Saturday, January 28, 2012

Celgene buys it's way into a feverish Hepatitis C market...

An article from Investor's Business Daily on recent biotech mergers, including Celgene's recent purchase of Avila Therapeutics, which may also put Celgene in the HCV DAA marketplace. I need a scorecard to keep up!

Gilead, Celgene Join Big Pharma On M&A Front
 By MARILYN ALVA, INVESTOR'S BUSINESS DAILY Posted 01/27/2012 02:19 PM ET

The biotech industry is gripped with acquisition fever.

Celgene (CELG) was the latest to catch the fever, announcing Thursday it would buy privately held Avila Therapeutics for $350 million.

The move expands Celgene's market-leading blood cancer arsenal, which includes top-gun Revlimid, by adding Avila's experimental drug therapy known as AVL-292, now in clinical development.

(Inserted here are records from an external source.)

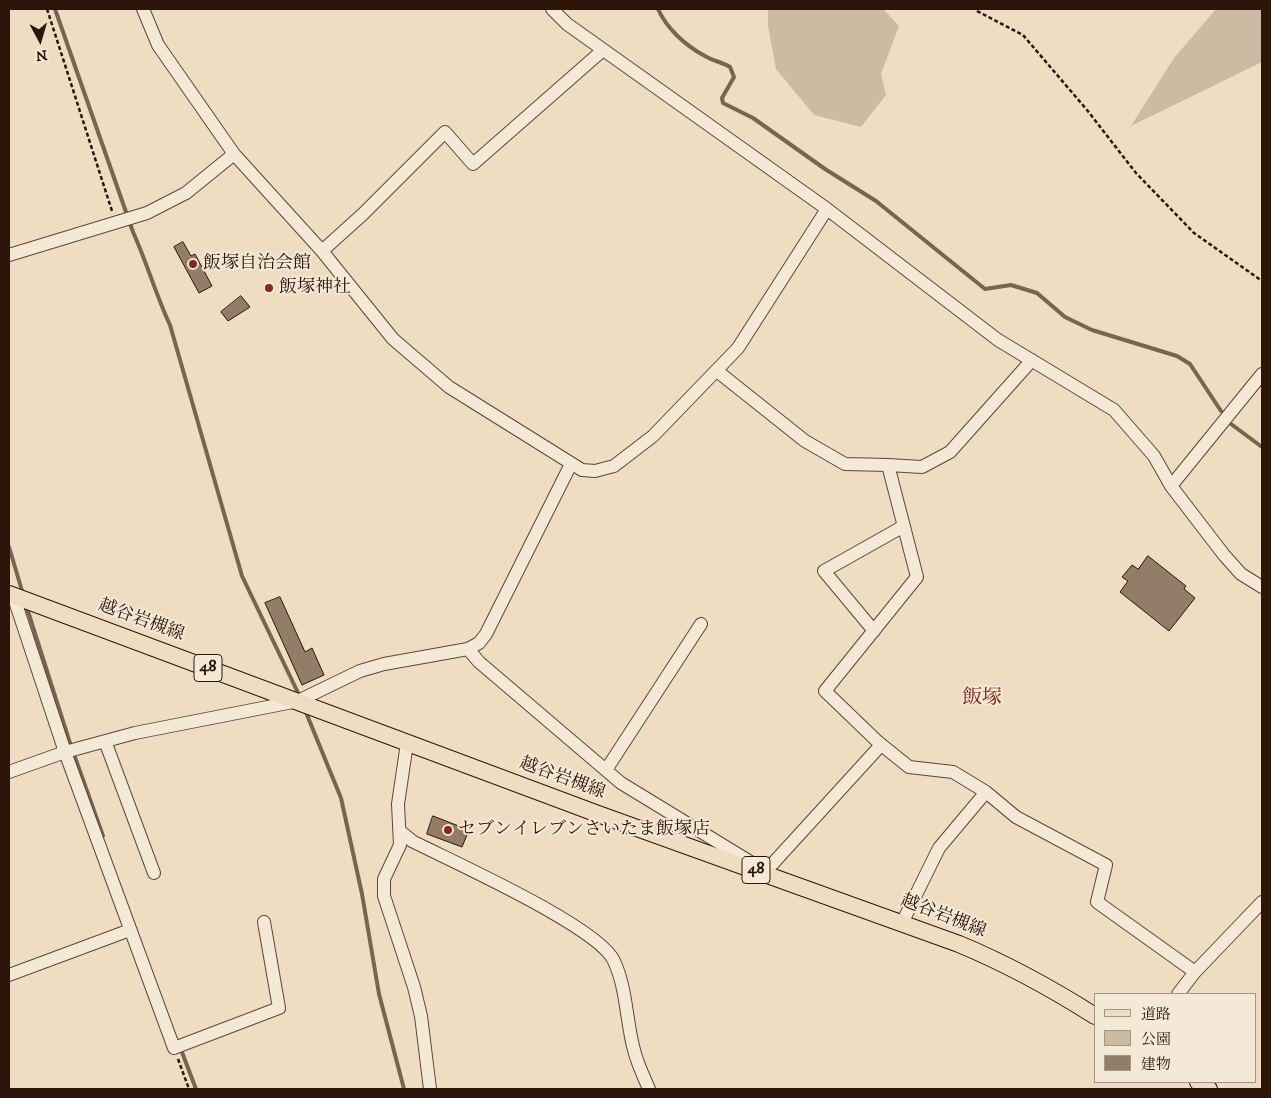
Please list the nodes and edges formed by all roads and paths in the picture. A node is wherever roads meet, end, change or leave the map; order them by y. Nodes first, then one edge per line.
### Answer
1 (47, 9) edge
2 (143, 9) edge
3 (552, 9) edge
4 (977, 11) dead end
5 (603, 50) junction
6 (234, 154) junction
7 (827, 210) junction
8 (115, 222) junction
9 (322, 251) junction
10 (9, 255) edge
11 (1262, 281) edge
12 (1032, 360) junction
13 (717, 371) junction
14 (1262, 374) edge
15 (571, 464) junction
16 (888, 465) junction
17 (1171, 486) junction
18 (904, 526) junction
19 (1262, 587) edge
20 (11, 595) edge
21 (701, 624) dead end
22 (874, 631) junction
23 (468, 648) junction
24 (298, 701) junction
25 (105, 741) junction
26 (407, 743) junction
27 (881, 745) junction
28 (65, 752) junction
29 (606, 770) junction
30 (9, 772) edge
31 (986, 792) junction
32 (400, 832) junction
33 (154, 872) dead end
34 (770, 874) junction
35 (1260, 910) edge
36 (264, 922) dead end
37 (902, 922) junction
38 (130, 930) junction
39 (1196, 972) junction
40 (9, 975) edge
41 (1179, 993) edge
42 (1094, 1015) edge
43 (174, 1048) junction
44 (189, 1089) edge
45 (430, 1089) edge
46 (649, 1089) edge

1 - 8 path
2 - 6 street
3 - 5 street
4 - 11 path
5 - 7 street
5 - 9 street
6 - 8 street
6 - 9 street
7 - 12 street
7 - 13 street
8 - 10 street
9 - 15 street
12 - 16 street
12 - 17 street
13 - 15 street
13 - 16 street
14 - 17 street
15 - 23 street
16 - 18 street
17 - 19 street
18 - 22 street
18 - 22 street
20 - 24 main road, 越谷岩槻線 / 48
20 - 28 street
21 - 29 street
22 - 27 street
23 - 24 street
23 - 29 street
24 - 25 street
24 - 26 main road, 越谷岩槻線 / 48
25 - 28 street
25 - 33 street
26 - 32 street
26 - 34 main road, 越谷岩槻線 / 48
27 - 31 street
27 - 34 street
28 - 30 street
28 - 38 street
29 - 34 street
31 - 37 street
31 - 39 street
32 - 45 street
32 - 46 street
34 - 37 main road, 越谷岩槻線 / 48
35 - 39 street
36 - 43 street
37 - 42 main road, 越谷岩槻線 / 48
38 - 40 street
38 - 43 street
39 - 41 street
43 - 44 path

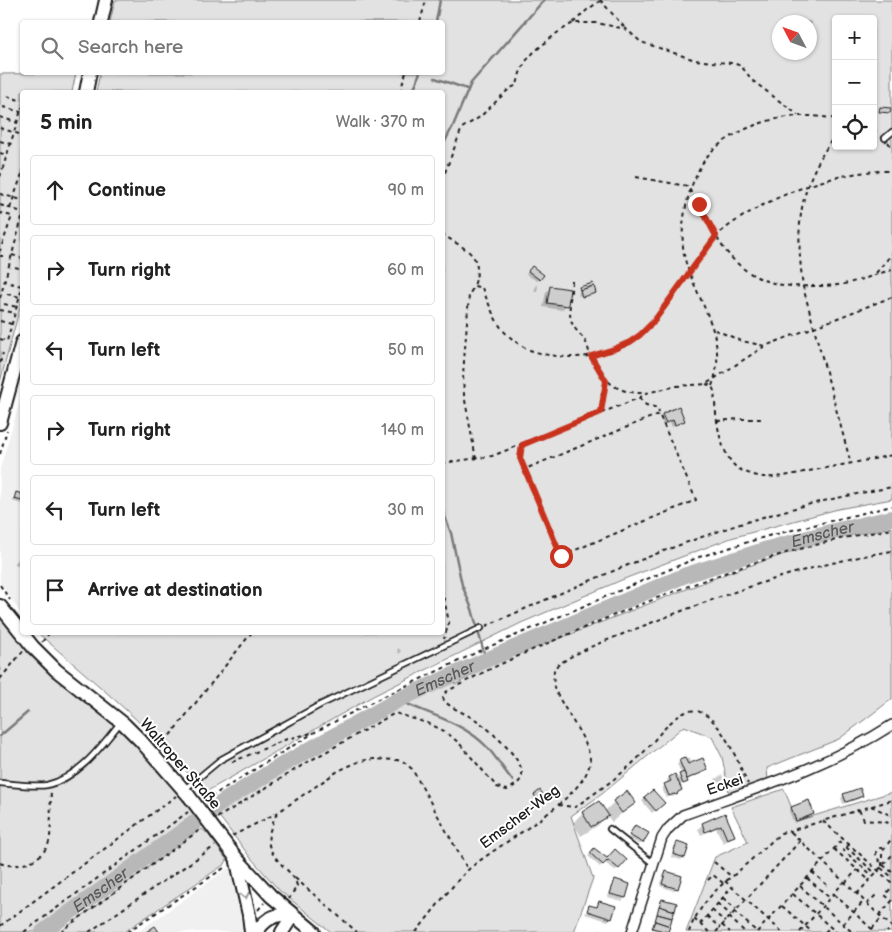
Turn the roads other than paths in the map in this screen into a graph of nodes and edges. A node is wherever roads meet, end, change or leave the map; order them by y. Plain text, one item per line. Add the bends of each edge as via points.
1 (100, 0) edge
2 (106, 0) edge
3 (96, 20) edge
4 (101, 20) edge
5 (89, 75) edge
6 (86, 90) edge
7 (892, 132) edge
8 (885, 138) dead end
9 (20, 356) edge
10 (0, 423) edge
11 (0, 606) edge
12 (481, 628) road end
13 (20, 629) edge
14 (25, 635) edge
15 (121, 722) junction
16 (892, 725) edge
17 (0, 782) edge
18 (187, 793) junction
19 (610, 829) dead end
20 (237, 860) junction
21 (654, 864) junction
22 (293, 915) junction
23 (251, 932) edge
24 (257, 932) edge
25 (282, 932) edge
26 (314, 932) edge
27 (632, 932) edge

1 - 3 main road
2 - 4 main road
5 - 6 main road
7 - 8 lane
9 - 10 main road via 17,376
11 - 13 main road, Waltroper Straße
12 - 18 lane via 320,706 220,760
14 - 15 main road, Waltroper Straße via 56,670
15 - 17 lane via 68,778 46,785
15 - 18 main road, Waltroper Straße
16 - 21 street, Eckei via 807,770 682,815 662,838
18 - 20 main road, Waltroper Straße, bridge
19 - 21 lane
20 - 22 main road, Waltroper Straße via 270,896
20 -> 23 main road
21 - 27 street, Eckei
22 - 24 main road via 273,916
22 - 25 main road
22 - 26 main road, Waltroper Straße

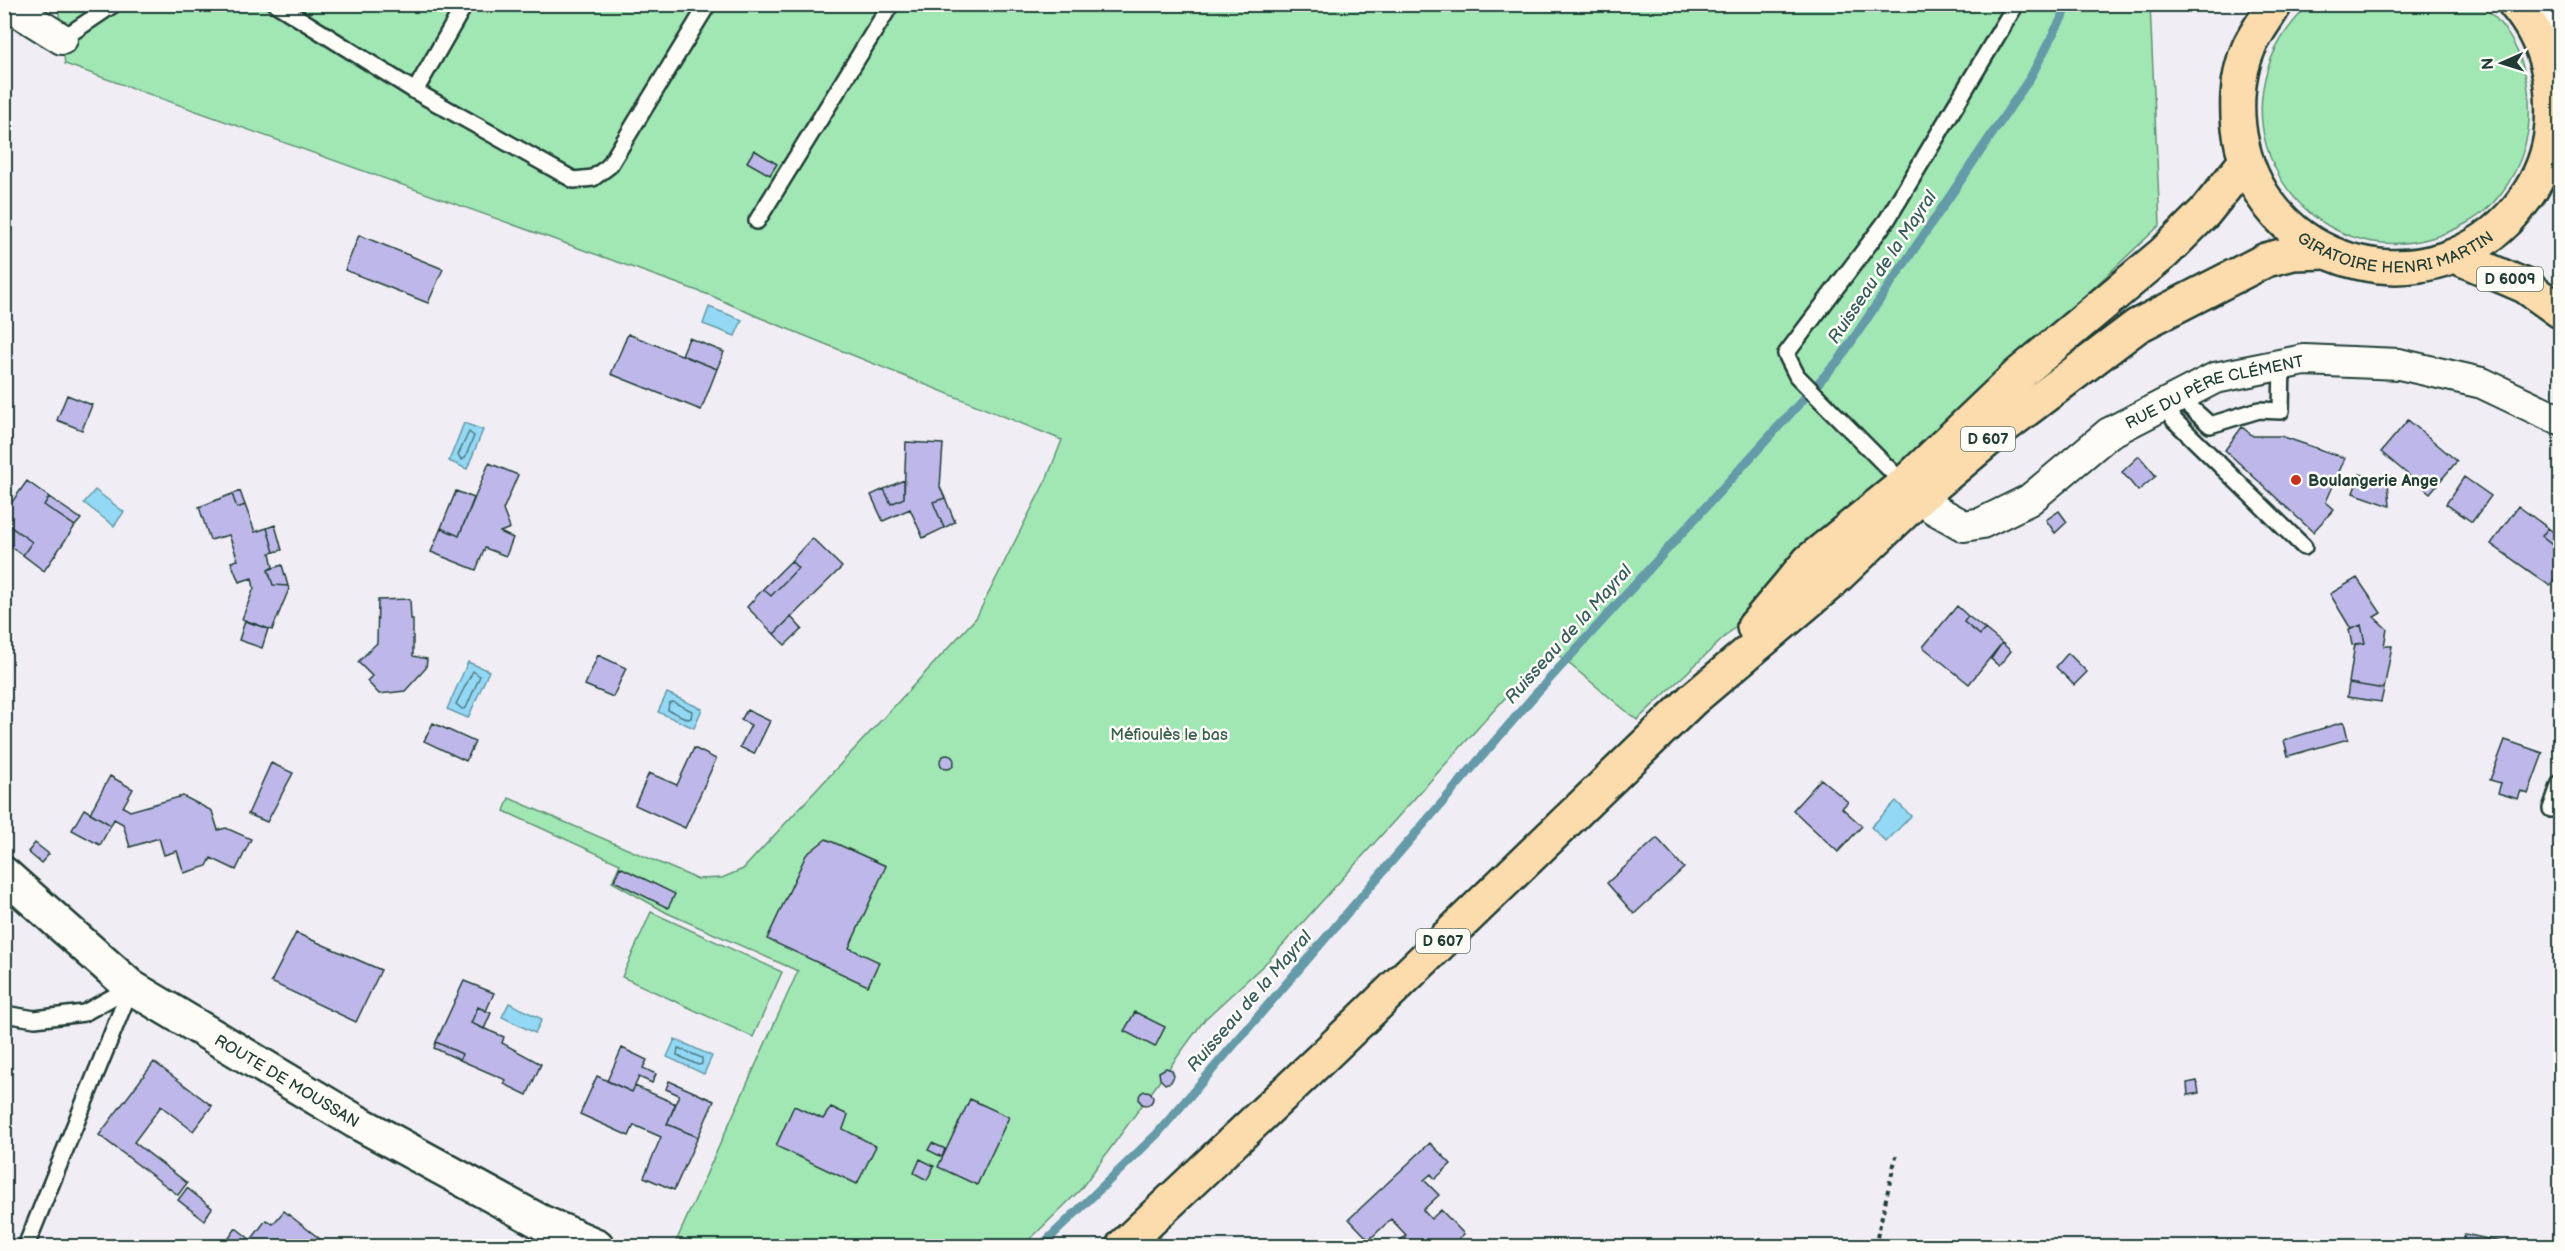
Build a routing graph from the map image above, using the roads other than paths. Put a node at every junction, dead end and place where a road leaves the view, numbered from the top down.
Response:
1 (6, 4) edge
2 (114, 4) edge
3 (276, 4) edge
4 (465, 4) edge
5 (708, 4) edge
6 (891, 4) edge
7 (2016, 4) edge
8 (2275, 4) edge
9 (2515, 4) edge
10 (2550, 4) edge
11 (62, 39) joint
12 (2539, 41) junction
13 (415, 91) junction
14 (2246, 161) junction
15 (2554, 164) edge
16 (758, 221) dead end
17 (2327, 252) junction
18 (2456, 256) junction
19 (2560, 311) edge
20 (2282, 364) junction
21 (2173, 400) junction
22 (2560, 420) edge
23 (1911, 491) junction
24 (2304, 547) dead end
25 (2560, 783) edge
26 (2551, 809) dead end
27 (4, 874) edge
28 (131, 987) junction
29 (4, 1014) edge
30 (1192, 1180) junction
31 (26, 1246) edge
32 (597, 1246) edge
33 (1112, 1246) edge
34 (1123, 1246) edge

1 - 11 street
2 - 11 lane
3 - 13 lane
4 - 13 lane
5 - 13 lane
6 - 16 lane
7 - 23 lane
8 - 14 main road, GIRATOIRE HENRI MARTIN
9 - 12 main road, GIRATOIRE HENRI MARTIN
10 - 12 street
12 - 15 main road, GIRATOIRE HENRI MARTIN
14 - 17 main road, GIRATOIRE HENRI MARTIN
14 - 23 main road, D 607
15 - 18 main road, GIRATOIRE HENRI MARTIN
17 - 18 main road, GIRATOIRE HENRI MARTIN
17 - 23 main road, D 607
18 - 19 main road, D 6009
20 - 21 street, RUE DU PÈRE CLÉMENT
20 - 21 lane
20 - 22 street, RUE DU PÈRE CLÉMENT
21 - 23 street, RUE DU PÈRE CLÉMENT
21 - 24 lane
23 - 30 main road, D 607
25 - 26 lane
27 - 28 street, ROUTE DE MOUSSAN
28 - 29 lane
28 - 31 lane
28 - 32 street, ROUTE DE MOUSSAN
30 - 33 main road, D 607
30 - 34 main road, D 607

Gene mapping is making drug development more precise, targeting patients with certain genetic markers.
Avila also brings Celgene into the hot hepatitis C treatment arena with drugs called protease inhibitors now in preclinical development.

Biotech firms are racing to bring new hepatitis C drugs to market to replace the current regimen of virus-fighting cocktails, including injectable interferon, which often has crippling side effects.

The Celgene/Avila deal is small potatoes compared with HIV-focused Gilead Sciences' (GILD) recent acquisition of Pharmasset.

Gilead paid $11.2 billion, a huge premium, to get its hands on the company's hepatitis C drugs still in development.

The deal was unusual not only for its size, but also for the type of outfit doing the buying: another biotech firm.

Biotech mergers and acquisitions are not new. But biotech firms usually make smaller buys.

It's the large diversified drug firms that typically pay big money for biotech firms to offset blockbuster drugs losing patent protection and shrinking development pipelines.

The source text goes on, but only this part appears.